Write the balanced reactions:
C + O2 ---> CO2 ; ∆H = -393.7 kJ/mol C

CO + 1/2 O2 ---> CO2 ; ∆H = -283.3 kJ/mol CO

If the problem asks for ∆H of formation for CO, we can make the second reaction become:
CO2 ---> CO + 1/2 O2 ; ∆H = +283.3 kJ/mol CO

And add this to the first equation:
CO2 ---> CO + 1/2 O2 ; ∆H = +283.3 kJ/mol
C + O2 ---> CO2 ; ∆H = -393.7 kJ/mol
--------------------------------------------------
C + 1/2 O2 ---> CO ; ∆H = -110.4 kJ/mol

hope this helps? `u`

I sincerely apologize. Here's the reaction:

2C(s) + O2(g)→2CO(g)

Oh, chemistry! That's where all the reactions happen. Let's get those numbers dancing, shall we?

First, we need to balance the equation. Let's assume we have one mole of carbon and one mole of carbon monoxide:

C + CO → CO2

Since the enthalpy of combustion of solid carbon is -393.7 kJ/mol and the enthalpy of combustion of carbon monoxide is -283.3 kJ/mol, we can plug in these values:

∆H = Σ(∆H(products)) - Σ(∆H(reactants))
∆H = (∆H(CO2)) - (∆H(C) + ∆H(CO))

∆H = (-393.7 kJ/mol) - (-393.7 kJ/mol + -283.3 kJ/mol)

∆H = -393.7 kJ/mol + 393.7 kJ/mol + 283.3 kJ/mol

Cancelling out the kJ/mol terms, we get:

∆H = -283.3 kJ/mol

Voila! The enthalpy change for the reaction is -283.3 kJ/mol. That's quite the fiery reaction, isn't it? Keep those chemical equations burning!

To calculate ∆H for the reaction, we need to use the concept of Hess's Law, which states that the enthalpy change of a reaction depends only on the initial and final states and is independent of the pathway taken.

The balanced equation for the reaction is:

C (s) + CO (g) → 2 CO2 (g)

According to Hess's Law, we can manipulate the given enthalpy values to obtain the enthalpy change (∆H) for the reaction.

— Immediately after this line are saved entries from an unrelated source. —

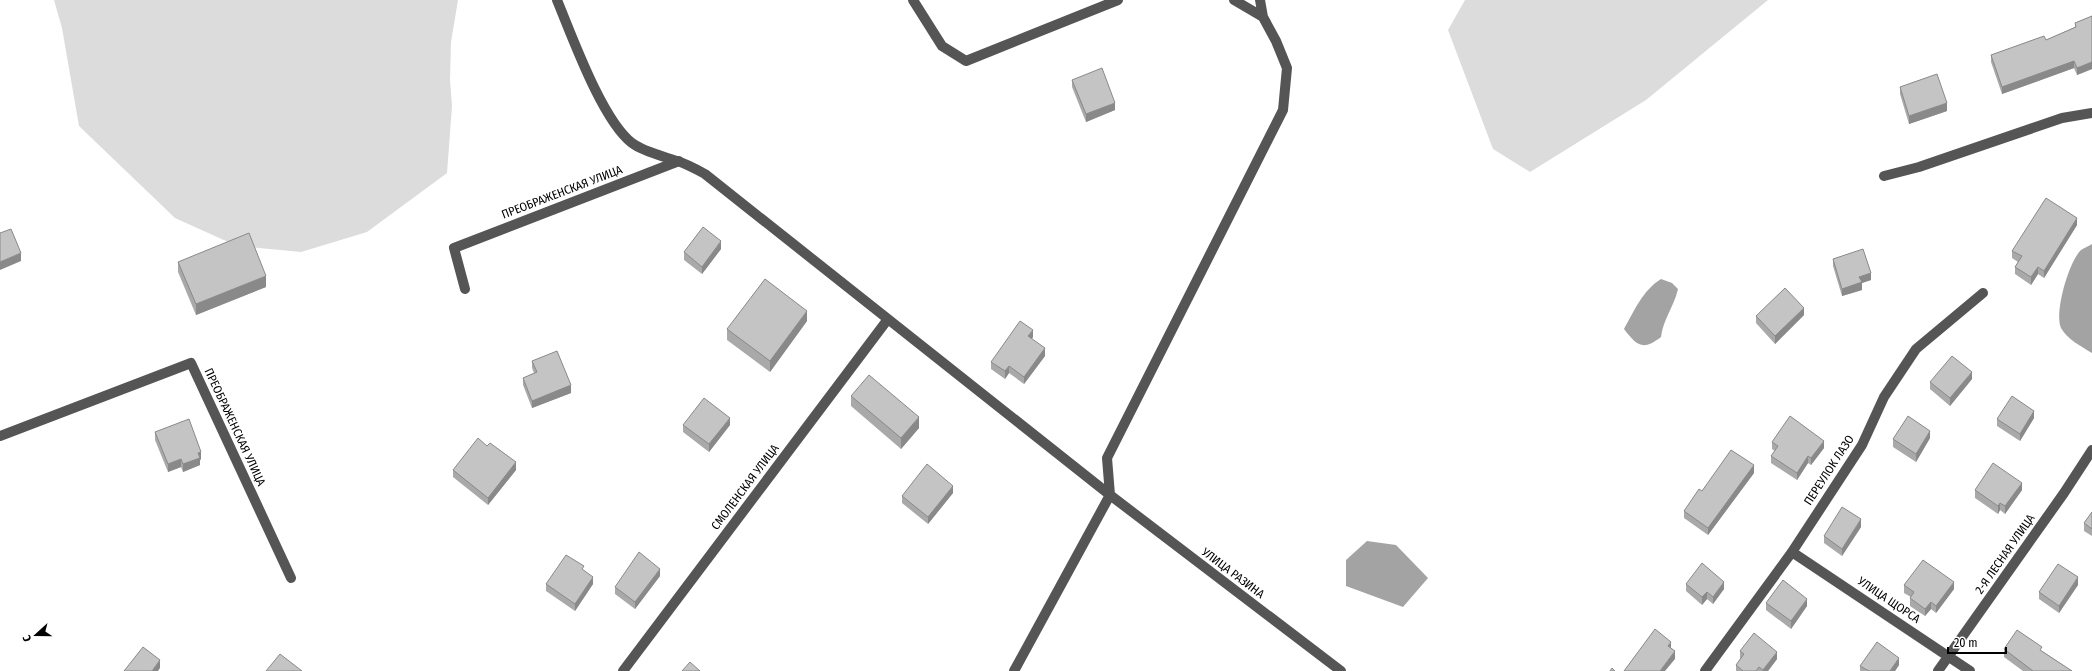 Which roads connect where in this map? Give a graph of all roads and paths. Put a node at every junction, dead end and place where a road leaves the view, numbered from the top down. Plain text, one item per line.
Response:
1 (557, 0) edge
2 (913, 0) edge
3 (1118, 0) edge
4 (1234, 0) edge
5 (1260, 0) edge
6 (1263, 17) junction
7 (2092, 113) edge
8 (679, 161) junction
9 (1884, 176) dead end
10 (465, 289) dead end
11 (1983, 293) dead end
12 (888, 319) junction
13 (0, 436) edge
14 (2092, 450) edge
15 (1110, 495) junction
16 (1792, 552) junction
17 (291, 578) dead end
18 (1949, 656) junction
19 (623, 671) edge
20 (1014, 671) edge
21 (1341, 671) edge
22 (1705, 671) edge
23 (1938, 671) edge
24 (1970, 671) edge

1 - 8 street, УЛИЦА РАЗИНА
2 - 3 street
4 - 6 street
5 - 6 street
6 - 15 street
7 - 9 street
8 - 10 street, ПРЕОБРАЖЕНСКАЯ УЛИЦА
8 - 12 street, УЛИЦА РАЗИНА
11 - 16 street, ПЕРЕУЛОК ЛАЗО
12 - 15 street, УЛИЦА РАЗИНА
12 - 19 street, СМОЛЕНСКАЯ УЛИЦА
13 - 17 street, ПРЕОБРАЖЕНСКАЯ УЛИЦА
14 - 18 street, 2-Я ЛЕСНАЯ УЛИЦА
15 - 20 street
15 - 21 street, УЛИЦА РАЗИНА
16 - 18 street, УЛИЦА ЩОРСА
16 - 22 street, ПЕРЕУЛОК ЛАЗО
18 - 23 street, 2-Я ЛЕСНАЯ УЛИЦА
18 - 24 street, УЛИЦА ЩОРСА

Step 1: Reverse the equation

Since we have the enthalpy change for the combustion of carbon monoxide, we need to reverse the equation to match the reaction we want:

CO2 (g) → CO (g)

Step 2: Calculate the enthalpy change for the reversed reaction

The enthalpy change for the reversed reaction is the negative of the enthalpy change for the combustion of carbon monoxide:

∆H1 = -(-283.3 kJ/mol) = 283.3 kJ/mol CO

Step 3: Multiply the equation by the appropriate factor

In the reversed reaction, one mole of carbon dioxide is formed, but in the desired reaction, two moles of carbon dioxide are formed. Therefore, we need to multiply the reaction by a factor of 2:

2 CO2 (g) → 2 CO (g)

Step 4: Calculate the enthalpy change for the desired reaction

The enthalpy change for the desired reaction is:

∆H2 = 2 * ∆H1 = 2 * 283.3 kJ/mol CO = 566.6 kJ/mol CO2

Therefore, the ∆H for the reaction C (s) + CO (g) → 2 CO2 (g) is 566.6 kJ/mol CO2.